Estate Planning

— Power of Attorney —

What is a Power of Attorney?

Powers of Attorney are governed by the law of agency, a branch of common law concerned with the delegation of power from one person, generally called the principal, to another, called an attorney-at-fact or agent.

When a person becomes incapacitated, a court may step in and appoint someone to represent and make legal decisions that the person would have to take. One of the ways to avoid government or court intervention, and the appointment of a stranger to act as your guardian, is to use a Power of Attorney. A Power of Attorney is a written document stating that one person gives to another the full power and authority to represent him or her. It must be signed by both the attorney and the principal, witnessed by two people and notarized.
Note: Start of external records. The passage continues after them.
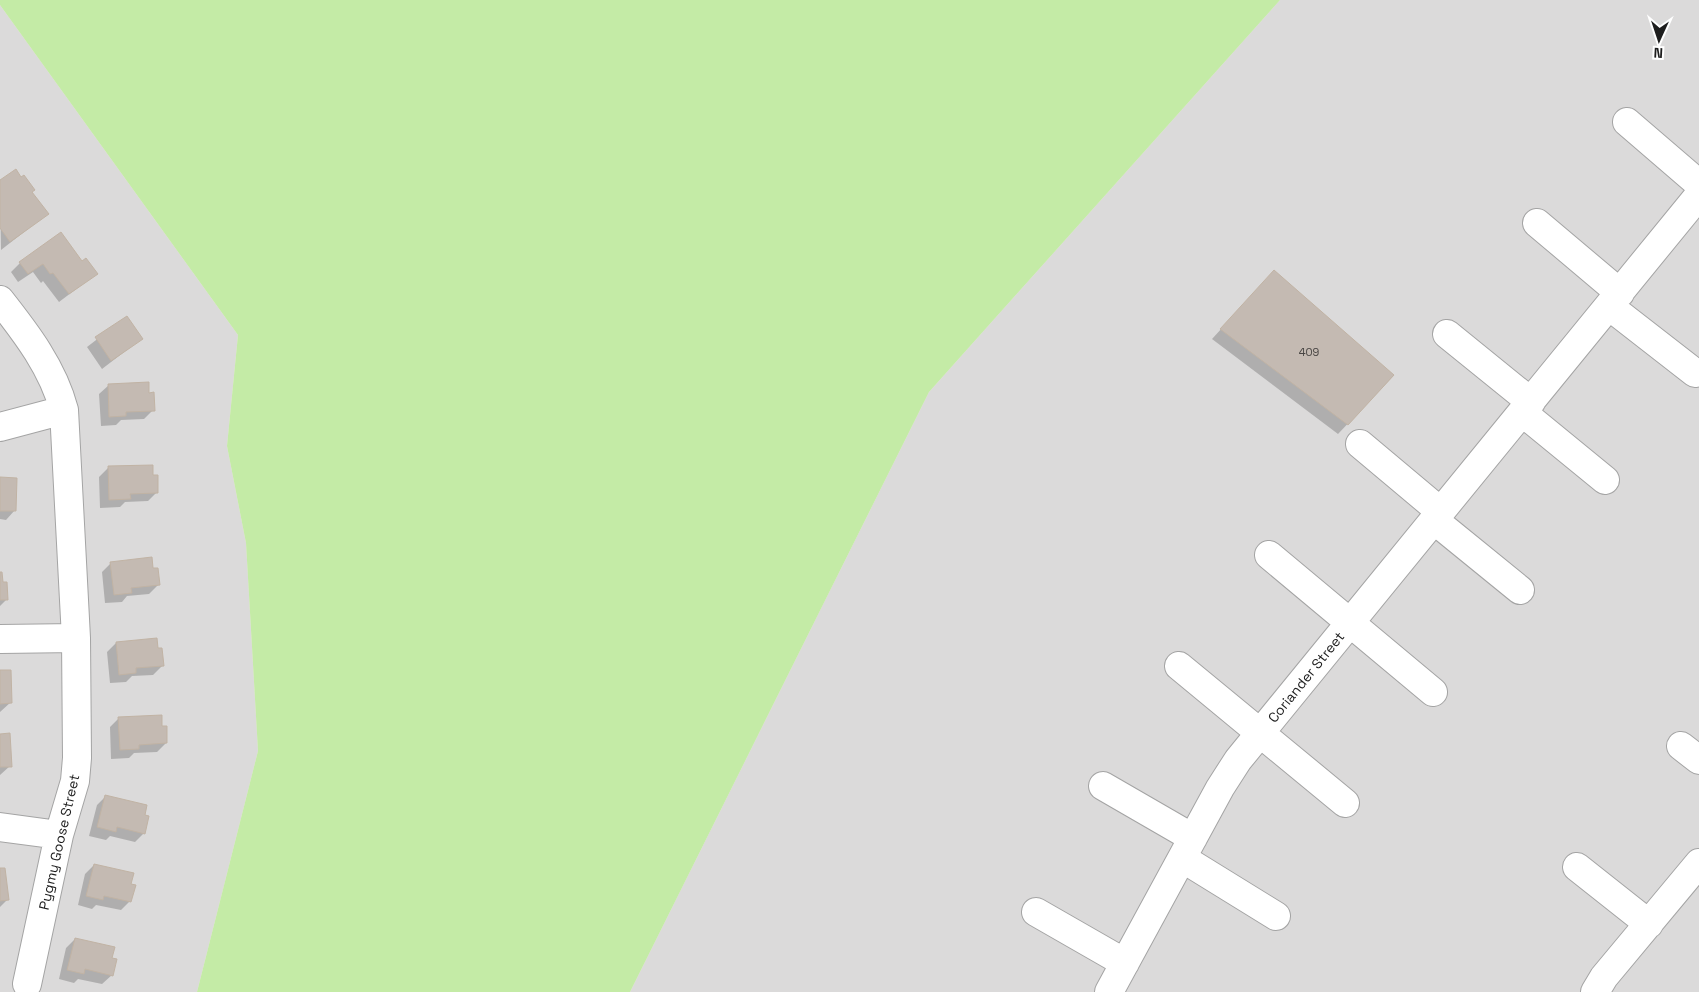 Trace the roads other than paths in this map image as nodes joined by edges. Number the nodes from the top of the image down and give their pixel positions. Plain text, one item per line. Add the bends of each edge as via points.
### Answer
1 (1627, 122) dead end
2 (1698, 196) edge
3 (1537, 223) dead end
4 (0, 300) edge
5 (1614, 300) junction
6 (1447, 334) dead end
7 (1695, 373) dead end
8 (1527, 407) junction
9 (64, 410) junction
10 (0, 427) edge
11 (1360, 444) dead end
12 (1605, 480) dead end
13 (1437, 516) junction
14 (1269, 556) dead end
15 (1520, 590) dead end
16 (1351, 622) junction
17 (76, 638) junction
18 (0, 639) edge
19 (1179, 666) dead end
20 (1433, 692) dead end
21 (1260, 733) junction
22 (1103, 786) dead end
23 (1345, 803) dead end
24 (0, 827) edge
25 (59, 835) junction
26 (1187, 848) junction
27 (1699, 863) edge
28 (1577, 868) dead end
29 (1036, 912) dead end
30 (1276, 916) dead end
31 (1649, 924) junction
32 (1120, 983) edge
33 (26, 984) dead end
34 (1596, 992) edge

1 - 2 street, Coriander Street
2 - 5 street, Coriander Street
3 - 5 street
4 - 9 street, Pygmy Goose Street via 26,334 56,384
5 - 7 street
5 - 8 street, Coriander Street
6 - 8 street
8 - 12 street
8 - 13 street, Coriander Street
9 - 10 street
9 - 17 street, Pygmy Goose Street
11 - 13 street
13 - 15 street
13 - 16 street, Coriander Street
14 - 16 street, Coriander Street
16 - 20 street, Coriander Street
16 - 21 street, Coriander Street
17 - 18 street
17 - 25 street, Pygmy Goose Street via 76,774
19 - 21 street, Coriander Street
21 - 23 street, Coriander Street
21 - 26 street, Coriander Street via 1229,774
22 - 26 street
24 - 25 street
25 - 33 street, Pygmy Goose Street
26 - 30 street
26 - 32 street, Coriander Street
27 - 31 street
28 - 31 street
29 - 32 street, Coriander Street
31 - 34 street via 1604,977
What is a Durable Power of Attorney?

A durable power of attorney is a form of agency. The person who gives the power is the principal, and the person who receives the power is the attorney-in-fact or agent. Durable in this context means that the agent’s power will survive the principal’s incapacity or disability. As a result, a Durable Power of Attorney can be used as an alternative to guardianship in some states under certain circumstances, provided the principal executed the document before losing capacity. There are two types of Durable Power of Attorney: Financial Durable Power of Attorney and Healthcare Power of Attorney. The difference between the two is the authority granted to the agent, as described below:

The Financial Durable Power of Attorney is also know as a General Durable Power of Attorney. The agent’s authority to act for the principal under a Financial Durable Power of Attorney is based on the powers that the principal gives to the agent. Whether broad, general powers or limited, the specific powers given to the agent are completely determined by the principal. Among other things, the principal may delegate to the agent in the Financial Durable Power of Attorney the authority to make deposits and withdrawals from his/her checking account, to file his/her tax returns, and to sell his/her home. However, there are a few powers that the principal may not delegate. For example, the agent cannot prepare a Will, vote, or seek a divorce on the principal’s behalf. If the agent has a financial interest in the subject matter of the power of attorney, the power is generally irrevocable. Most senior citizens who execute Durable Powers of Attorney are getting assistance with their day to day personal affairs and their agents do not have an ownership interest in the senior’s property which would preclude revocation. In addition, revocation can be by implication, in addition to, destruction of the document or express revocation by the principal.

A Healthcare Power of Attorney specifically grants authority to the agent to make decisions about and relating to medical treatment. For example, the agent make consent to treatment, refuse to consent to treatment, or withdraw consent to treatment. In addition to these decisions directly about medical treatment, the agent may make all arrangements at any hospital or nursing care facility, employ or discharge care personnel, request, receive, and review any information about the personal affairs or physical or mental health of the principal.

In preparing a Financial or Healthcare Durable Power of Attorney, the principal must sign the document in the presence of two qualified witnesses, and it must be notarized. As laws vary from state to state, it would be in your best interest to consult an Estate Planning attorney in your area if you want more information about Powers of Attorneys.

What options do I have in assigning Power of Attorney?

There are many ways to designate a decision-maker for you with a Power of Attorney document. You can assign a General Power of Attorney that covers all of your financial and personal decisions, or a Limited Power of Attorney that only covers decision-making in areas that you specify. You can make your Power of Attorney Durable, which means that it stays in effect if you become incompetent. Or, a Power of Attorney can be Springing, which means that it becomes effective only when you become incompetent. Another option is to delegate a Health Care Proxy or Durable Health Care Power of Attorney, a person designated to make health care decisions for you.

What does a financial attorney-in-fact (agent) do?

Many times, people will give an attorney-in-fact broad power over their finances. But you can give your attorney-in-fact as much or as little power as you wish. You may want to give your attorney-in-fact the authority to do some or all of the following:

    • use your assets to pay your everyday expenses and those of your family
    • buy, sell, maintain, pay taxes on and mortgage real estate and other property
    • collect benefits from Social Security, Medicare, other government programs or civil or military service
    • invest your money in stocks, bonds and mutual funds
    • handle transactions with banks and other financial institutions
    • buy and sell insurance policies and annuities for you
    • file and pay your taxes
    • operate your small business
    • claim property you inherit or are otherwise entitled to
    • hire someone to represent you in court, and
    • manage your retirement accounts.

Whatever powers you give the attorney-in-fact, the attorney-in-fact must act in your best interests, keep accurate records, keep your property separate from his or hers and avoid conflicts of interest.